Beaches of Pirshagi captured by oligarchs?

The  Pirshagy beach in  Baku was anciently known for its wonderful sea and beach of fine sand. At the beginning of the 1990s these beaches were severely affected by predatory export of sand, as a  construction  material. Now  they are hosted by  other dealers, which  are enclosing kilometers of beach.

Each boss, in violation of laws, walls his "fiefdom" with  4-meter steel piles that go for tens of meters into the sea.  They have  built  villas on the beaches, and  now  they  are  capturing the sea.

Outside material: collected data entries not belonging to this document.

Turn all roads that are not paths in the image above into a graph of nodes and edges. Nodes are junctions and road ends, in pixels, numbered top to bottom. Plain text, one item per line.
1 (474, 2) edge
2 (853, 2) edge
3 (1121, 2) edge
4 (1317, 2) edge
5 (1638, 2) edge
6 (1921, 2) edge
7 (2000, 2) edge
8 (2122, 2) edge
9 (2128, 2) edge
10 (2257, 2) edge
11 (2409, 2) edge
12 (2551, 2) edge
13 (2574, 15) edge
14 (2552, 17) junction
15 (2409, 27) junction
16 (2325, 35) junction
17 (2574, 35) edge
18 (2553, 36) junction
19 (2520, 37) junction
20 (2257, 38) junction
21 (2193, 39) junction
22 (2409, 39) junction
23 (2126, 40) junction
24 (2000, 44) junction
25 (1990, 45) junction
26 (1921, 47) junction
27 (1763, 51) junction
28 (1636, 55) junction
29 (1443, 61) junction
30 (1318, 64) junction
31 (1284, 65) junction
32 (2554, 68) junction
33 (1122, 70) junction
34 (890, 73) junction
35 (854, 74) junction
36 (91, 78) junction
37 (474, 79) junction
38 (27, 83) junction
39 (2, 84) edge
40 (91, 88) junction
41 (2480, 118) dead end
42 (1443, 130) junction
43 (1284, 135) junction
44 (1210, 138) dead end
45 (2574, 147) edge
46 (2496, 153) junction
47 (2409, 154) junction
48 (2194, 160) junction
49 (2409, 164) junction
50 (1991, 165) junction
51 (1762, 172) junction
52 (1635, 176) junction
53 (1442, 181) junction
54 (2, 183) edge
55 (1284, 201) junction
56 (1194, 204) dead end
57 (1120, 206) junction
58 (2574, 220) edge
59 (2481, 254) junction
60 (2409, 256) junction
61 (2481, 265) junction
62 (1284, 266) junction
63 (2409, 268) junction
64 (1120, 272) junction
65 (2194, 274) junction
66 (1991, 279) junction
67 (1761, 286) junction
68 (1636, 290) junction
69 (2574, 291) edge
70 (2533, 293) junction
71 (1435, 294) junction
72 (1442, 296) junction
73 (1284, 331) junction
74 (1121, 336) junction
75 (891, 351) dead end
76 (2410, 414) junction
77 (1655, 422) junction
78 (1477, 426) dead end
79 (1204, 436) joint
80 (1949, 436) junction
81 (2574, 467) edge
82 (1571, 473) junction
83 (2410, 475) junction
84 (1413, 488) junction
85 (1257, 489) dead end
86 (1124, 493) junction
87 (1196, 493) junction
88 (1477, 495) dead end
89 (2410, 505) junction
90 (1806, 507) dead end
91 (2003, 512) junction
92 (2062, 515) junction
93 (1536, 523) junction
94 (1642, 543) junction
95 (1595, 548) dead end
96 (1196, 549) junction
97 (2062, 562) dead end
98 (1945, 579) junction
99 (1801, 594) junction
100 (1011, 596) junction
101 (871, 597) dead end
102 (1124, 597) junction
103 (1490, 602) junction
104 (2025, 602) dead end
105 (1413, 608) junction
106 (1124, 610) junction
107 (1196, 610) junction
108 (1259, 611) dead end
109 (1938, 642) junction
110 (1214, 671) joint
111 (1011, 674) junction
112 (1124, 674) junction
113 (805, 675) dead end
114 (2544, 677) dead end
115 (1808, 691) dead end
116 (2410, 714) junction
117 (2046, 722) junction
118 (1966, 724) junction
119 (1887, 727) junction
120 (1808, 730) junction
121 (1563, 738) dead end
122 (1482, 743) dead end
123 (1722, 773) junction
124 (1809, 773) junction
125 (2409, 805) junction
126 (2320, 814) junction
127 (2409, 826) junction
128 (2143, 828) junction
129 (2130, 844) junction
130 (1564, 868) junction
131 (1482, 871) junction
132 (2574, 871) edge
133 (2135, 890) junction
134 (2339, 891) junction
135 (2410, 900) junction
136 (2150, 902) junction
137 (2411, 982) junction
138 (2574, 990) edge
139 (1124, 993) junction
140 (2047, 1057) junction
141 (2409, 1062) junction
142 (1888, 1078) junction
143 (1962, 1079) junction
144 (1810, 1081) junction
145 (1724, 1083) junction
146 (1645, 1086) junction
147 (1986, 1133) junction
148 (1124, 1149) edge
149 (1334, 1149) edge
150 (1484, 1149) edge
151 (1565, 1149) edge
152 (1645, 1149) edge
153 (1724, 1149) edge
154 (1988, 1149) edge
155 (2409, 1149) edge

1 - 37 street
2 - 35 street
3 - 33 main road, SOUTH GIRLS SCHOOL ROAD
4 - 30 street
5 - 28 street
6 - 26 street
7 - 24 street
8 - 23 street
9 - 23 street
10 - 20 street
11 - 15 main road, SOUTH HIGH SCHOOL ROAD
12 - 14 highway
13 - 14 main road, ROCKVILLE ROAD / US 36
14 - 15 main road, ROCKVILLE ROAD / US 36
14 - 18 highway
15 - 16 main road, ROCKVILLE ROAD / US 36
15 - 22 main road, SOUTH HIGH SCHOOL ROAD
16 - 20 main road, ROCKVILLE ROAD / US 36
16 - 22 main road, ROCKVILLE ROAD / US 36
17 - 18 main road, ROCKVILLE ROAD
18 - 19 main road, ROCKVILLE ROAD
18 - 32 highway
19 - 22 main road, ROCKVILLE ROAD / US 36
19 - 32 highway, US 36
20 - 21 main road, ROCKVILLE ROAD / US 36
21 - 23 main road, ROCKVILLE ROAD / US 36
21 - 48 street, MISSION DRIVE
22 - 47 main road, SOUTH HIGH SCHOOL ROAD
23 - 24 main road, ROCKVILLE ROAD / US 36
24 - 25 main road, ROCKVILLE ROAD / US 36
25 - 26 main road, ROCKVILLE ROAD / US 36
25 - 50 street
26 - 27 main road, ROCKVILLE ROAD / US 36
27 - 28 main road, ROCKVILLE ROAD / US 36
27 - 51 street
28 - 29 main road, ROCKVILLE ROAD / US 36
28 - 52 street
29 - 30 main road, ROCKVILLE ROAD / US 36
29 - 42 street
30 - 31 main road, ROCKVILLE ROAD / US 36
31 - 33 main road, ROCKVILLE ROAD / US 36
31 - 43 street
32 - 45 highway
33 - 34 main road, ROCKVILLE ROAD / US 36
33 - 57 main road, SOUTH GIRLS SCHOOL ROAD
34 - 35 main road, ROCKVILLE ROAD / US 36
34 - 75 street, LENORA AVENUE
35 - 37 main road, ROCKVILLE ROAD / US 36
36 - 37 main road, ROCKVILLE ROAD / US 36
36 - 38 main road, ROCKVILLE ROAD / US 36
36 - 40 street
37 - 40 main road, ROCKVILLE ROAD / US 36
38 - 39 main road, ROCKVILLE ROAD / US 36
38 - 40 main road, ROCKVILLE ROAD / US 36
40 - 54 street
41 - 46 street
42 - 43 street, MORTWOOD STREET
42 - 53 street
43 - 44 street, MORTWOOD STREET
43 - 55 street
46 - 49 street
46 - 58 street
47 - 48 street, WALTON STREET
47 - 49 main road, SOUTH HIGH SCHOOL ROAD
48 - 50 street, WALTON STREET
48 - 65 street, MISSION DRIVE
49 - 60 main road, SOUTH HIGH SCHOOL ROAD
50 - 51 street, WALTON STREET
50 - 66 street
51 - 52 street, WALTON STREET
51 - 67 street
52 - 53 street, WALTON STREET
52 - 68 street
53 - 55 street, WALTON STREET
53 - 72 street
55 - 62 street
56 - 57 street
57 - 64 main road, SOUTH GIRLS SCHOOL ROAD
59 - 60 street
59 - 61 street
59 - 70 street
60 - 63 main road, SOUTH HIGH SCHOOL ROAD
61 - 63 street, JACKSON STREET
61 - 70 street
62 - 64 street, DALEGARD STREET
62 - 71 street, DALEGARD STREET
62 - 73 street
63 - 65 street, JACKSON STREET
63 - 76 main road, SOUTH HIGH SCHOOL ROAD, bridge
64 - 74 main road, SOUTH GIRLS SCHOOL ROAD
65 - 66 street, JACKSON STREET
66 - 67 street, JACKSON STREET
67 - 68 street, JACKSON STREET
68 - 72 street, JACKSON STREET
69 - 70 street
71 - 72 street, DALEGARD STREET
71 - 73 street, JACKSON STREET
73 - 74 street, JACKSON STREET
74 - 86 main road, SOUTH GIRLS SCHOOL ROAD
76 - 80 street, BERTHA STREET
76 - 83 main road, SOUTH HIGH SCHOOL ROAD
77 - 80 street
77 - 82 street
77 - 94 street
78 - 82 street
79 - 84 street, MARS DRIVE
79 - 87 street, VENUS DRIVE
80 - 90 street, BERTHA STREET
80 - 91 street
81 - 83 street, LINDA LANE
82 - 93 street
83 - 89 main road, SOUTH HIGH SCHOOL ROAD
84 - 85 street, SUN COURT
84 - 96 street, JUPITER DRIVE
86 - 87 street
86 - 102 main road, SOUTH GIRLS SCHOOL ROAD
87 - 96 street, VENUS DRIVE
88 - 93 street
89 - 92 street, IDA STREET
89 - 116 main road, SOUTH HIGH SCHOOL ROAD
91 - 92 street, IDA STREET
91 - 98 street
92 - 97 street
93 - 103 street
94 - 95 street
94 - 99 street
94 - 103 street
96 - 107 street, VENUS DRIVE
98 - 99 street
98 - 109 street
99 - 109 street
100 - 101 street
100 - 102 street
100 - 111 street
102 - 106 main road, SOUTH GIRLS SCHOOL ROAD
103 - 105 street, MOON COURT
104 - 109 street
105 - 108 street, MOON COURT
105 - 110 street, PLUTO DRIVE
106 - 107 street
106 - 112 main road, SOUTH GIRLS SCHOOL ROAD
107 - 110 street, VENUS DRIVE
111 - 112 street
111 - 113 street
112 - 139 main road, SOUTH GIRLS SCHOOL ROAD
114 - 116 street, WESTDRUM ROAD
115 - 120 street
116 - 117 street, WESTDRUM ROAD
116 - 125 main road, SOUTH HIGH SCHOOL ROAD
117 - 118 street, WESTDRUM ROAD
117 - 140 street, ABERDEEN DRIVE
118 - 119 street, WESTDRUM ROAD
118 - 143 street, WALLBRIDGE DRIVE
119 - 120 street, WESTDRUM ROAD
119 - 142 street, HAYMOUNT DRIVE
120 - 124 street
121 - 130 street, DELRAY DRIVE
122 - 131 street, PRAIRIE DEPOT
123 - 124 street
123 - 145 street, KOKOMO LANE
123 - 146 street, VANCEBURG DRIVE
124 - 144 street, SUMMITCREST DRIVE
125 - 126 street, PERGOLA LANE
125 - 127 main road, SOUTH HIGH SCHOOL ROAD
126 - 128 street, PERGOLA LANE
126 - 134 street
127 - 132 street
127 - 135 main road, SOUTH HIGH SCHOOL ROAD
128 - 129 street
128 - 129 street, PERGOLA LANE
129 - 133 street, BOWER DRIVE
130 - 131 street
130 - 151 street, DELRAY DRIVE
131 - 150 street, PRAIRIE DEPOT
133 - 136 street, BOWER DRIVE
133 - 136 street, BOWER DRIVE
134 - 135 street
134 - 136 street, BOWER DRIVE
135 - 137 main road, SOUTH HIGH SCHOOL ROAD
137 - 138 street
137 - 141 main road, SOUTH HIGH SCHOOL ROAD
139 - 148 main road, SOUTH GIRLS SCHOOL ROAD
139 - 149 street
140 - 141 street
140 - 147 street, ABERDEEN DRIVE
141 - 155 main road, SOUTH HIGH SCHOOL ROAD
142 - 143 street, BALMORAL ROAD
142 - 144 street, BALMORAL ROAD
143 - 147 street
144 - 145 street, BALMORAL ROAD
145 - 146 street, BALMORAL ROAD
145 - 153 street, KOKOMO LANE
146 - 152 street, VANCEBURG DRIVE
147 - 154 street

On January 13, 2003 Heydar Aliyev signed a decree on measures for regulating the use of the Caspian coast. The document  reads that to ensure the right of citizens to have a rest on beaches, all the territories in 130 meter line from the sea, passed for lease to physical  and legal persons, shall be returned to the administrative or judicial ways. But very soon  they authorities understood first  they themselves will suffer. Therefore, five years later the Parliament decided to reduce  the  130 meter  zone "to 20-50 meters."  Certain amendments  were made to the Land Code, the Code of Administrative Offences, and the Law on Land Reform. After that, the law allowed the use of the coast for public purposes.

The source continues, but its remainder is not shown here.